== Segment start ==

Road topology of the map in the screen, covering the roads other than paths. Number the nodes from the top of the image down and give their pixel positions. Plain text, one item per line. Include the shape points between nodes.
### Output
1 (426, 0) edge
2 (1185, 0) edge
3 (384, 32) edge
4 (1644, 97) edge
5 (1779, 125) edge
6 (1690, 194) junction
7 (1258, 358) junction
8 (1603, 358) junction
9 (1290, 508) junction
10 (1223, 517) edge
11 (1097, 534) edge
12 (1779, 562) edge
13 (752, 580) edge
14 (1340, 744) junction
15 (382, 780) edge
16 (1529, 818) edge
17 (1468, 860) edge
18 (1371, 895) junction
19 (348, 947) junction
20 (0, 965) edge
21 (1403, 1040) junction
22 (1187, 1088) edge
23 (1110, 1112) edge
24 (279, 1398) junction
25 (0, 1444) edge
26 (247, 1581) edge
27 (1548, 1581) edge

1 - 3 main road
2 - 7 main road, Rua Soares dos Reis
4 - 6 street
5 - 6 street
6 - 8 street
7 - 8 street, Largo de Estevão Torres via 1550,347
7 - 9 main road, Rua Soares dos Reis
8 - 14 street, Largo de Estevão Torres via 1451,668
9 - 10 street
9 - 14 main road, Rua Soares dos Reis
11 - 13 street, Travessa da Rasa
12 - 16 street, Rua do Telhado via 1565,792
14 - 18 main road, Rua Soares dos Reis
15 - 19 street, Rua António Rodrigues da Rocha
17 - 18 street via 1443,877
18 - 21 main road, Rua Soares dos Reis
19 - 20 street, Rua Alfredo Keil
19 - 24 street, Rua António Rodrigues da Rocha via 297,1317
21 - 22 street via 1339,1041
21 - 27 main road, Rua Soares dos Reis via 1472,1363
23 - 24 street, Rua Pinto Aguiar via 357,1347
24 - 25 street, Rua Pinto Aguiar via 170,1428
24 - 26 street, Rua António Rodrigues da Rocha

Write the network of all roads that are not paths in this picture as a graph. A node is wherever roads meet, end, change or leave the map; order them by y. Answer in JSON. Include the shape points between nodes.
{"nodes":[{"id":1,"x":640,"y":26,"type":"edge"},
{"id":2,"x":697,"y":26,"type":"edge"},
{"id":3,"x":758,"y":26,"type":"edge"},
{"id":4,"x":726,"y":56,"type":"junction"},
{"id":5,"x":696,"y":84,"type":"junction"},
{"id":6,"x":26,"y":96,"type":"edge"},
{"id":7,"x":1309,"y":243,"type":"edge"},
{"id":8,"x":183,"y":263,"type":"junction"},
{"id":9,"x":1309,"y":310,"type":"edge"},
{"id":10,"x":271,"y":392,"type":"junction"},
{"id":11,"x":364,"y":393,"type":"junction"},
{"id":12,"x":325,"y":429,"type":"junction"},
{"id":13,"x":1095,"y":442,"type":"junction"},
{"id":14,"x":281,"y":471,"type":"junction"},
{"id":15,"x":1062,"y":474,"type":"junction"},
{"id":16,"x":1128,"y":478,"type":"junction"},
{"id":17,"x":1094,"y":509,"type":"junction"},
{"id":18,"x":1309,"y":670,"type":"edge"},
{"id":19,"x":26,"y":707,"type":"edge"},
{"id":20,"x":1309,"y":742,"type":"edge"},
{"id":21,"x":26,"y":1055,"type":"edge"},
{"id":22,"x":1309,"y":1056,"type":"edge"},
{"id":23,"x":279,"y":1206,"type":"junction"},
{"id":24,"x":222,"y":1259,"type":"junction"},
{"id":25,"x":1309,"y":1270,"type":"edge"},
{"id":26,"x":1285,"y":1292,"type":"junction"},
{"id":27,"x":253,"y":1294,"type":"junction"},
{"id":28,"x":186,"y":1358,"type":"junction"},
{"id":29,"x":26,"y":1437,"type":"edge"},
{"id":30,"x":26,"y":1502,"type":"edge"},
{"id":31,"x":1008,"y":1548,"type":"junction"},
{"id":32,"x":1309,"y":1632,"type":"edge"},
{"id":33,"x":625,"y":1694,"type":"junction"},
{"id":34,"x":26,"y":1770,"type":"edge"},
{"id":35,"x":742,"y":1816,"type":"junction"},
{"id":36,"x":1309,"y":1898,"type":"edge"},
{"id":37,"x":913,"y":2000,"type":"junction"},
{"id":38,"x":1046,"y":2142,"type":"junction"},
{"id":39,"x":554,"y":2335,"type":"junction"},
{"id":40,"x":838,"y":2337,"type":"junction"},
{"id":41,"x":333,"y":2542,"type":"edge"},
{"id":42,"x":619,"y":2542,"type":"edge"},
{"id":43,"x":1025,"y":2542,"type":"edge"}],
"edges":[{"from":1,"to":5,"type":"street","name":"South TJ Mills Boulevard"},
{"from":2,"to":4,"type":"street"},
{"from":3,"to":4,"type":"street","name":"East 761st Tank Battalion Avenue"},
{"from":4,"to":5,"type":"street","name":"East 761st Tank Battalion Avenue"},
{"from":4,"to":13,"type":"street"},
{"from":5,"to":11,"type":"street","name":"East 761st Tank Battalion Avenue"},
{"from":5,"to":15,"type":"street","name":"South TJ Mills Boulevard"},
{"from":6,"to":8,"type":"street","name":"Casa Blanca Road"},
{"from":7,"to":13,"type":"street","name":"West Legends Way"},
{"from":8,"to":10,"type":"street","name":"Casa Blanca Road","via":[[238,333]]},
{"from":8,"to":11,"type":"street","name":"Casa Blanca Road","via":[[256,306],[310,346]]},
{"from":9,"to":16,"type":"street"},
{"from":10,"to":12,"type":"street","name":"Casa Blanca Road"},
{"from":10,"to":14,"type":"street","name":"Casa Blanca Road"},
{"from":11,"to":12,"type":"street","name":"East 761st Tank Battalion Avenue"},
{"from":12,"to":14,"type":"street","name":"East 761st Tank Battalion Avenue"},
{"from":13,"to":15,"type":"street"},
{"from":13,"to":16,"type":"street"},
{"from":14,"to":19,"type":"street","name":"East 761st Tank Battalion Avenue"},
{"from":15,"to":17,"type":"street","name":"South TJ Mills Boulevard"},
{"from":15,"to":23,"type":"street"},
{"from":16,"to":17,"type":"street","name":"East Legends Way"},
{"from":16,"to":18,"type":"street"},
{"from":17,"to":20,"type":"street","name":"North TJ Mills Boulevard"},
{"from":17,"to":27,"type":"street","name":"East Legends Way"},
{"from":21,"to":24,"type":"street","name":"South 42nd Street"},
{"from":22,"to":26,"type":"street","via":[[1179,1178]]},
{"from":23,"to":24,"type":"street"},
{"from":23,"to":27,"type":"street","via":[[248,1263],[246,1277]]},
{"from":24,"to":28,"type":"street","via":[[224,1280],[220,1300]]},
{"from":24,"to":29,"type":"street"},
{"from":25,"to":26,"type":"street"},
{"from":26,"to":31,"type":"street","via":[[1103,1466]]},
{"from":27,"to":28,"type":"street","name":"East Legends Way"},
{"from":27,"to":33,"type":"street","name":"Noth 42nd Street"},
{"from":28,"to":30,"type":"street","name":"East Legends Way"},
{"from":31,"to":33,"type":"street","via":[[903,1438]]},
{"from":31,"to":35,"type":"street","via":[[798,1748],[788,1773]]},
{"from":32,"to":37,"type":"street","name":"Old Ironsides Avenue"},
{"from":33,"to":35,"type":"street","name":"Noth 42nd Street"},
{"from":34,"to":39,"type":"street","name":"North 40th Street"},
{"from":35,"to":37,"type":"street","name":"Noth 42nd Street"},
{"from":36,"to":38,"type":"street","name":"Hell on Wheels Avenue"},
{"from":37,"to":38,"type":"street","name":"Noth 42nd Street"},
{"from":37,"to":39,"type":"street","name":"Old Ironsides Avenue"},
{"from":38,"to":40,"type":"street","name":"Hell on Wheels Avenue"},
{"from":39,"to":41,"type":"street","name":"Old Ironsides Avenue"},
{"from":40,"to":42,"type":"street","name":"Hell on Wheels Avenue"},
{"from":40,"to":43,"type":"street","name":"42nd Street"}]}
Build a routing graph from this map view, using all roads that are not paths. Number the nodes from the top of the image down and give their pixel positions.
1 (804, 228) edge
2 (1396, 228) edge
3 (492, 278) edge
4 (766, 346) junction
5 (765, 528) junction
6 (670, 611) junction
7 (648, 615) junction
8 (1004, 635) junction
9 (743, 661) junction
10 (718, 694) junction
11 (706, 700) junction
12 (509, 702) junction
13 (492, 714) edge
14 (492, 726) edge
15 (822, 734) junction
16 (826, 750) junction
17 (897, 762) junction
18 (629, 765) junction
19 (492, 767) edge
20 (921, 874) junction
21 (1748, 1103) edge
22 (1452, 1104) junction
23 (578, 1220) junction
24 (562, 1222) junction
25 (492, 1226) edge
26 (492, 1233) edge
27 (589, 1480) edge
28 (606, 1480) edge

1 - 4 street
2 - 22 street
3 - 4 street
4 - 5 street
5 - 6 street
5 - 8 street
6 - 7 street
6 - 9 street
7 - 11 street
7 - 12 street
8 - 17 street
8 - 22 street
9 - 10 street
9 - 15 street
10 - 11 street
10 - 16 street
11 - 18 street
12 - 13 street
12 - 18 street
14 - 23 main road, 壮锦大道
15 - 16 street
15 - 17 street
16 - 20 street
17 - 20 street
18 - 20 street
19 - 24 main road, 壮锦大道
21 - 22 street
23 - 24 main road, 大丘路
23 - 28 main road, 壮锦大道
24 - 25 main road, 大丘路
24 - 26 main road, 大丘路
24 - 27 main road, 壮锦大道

== Segment end ==

▶ [TASK TO COMPLETE]: Filter the entries and copy each line with "Include".

▶ [ANSWER SPACE]:
Road topology of the map in the screen, covering the roads other than paths. Number the nodes from the top of the image down and give their pixel positions. Plain text, one item per line. Include the shape points between nodes.
Write the network of all roads that are not paths in this picture as a graph. A node is wherever roads meet, end, change or leave the map; order them by y. Answer in JSON. Include the shape points between nodes.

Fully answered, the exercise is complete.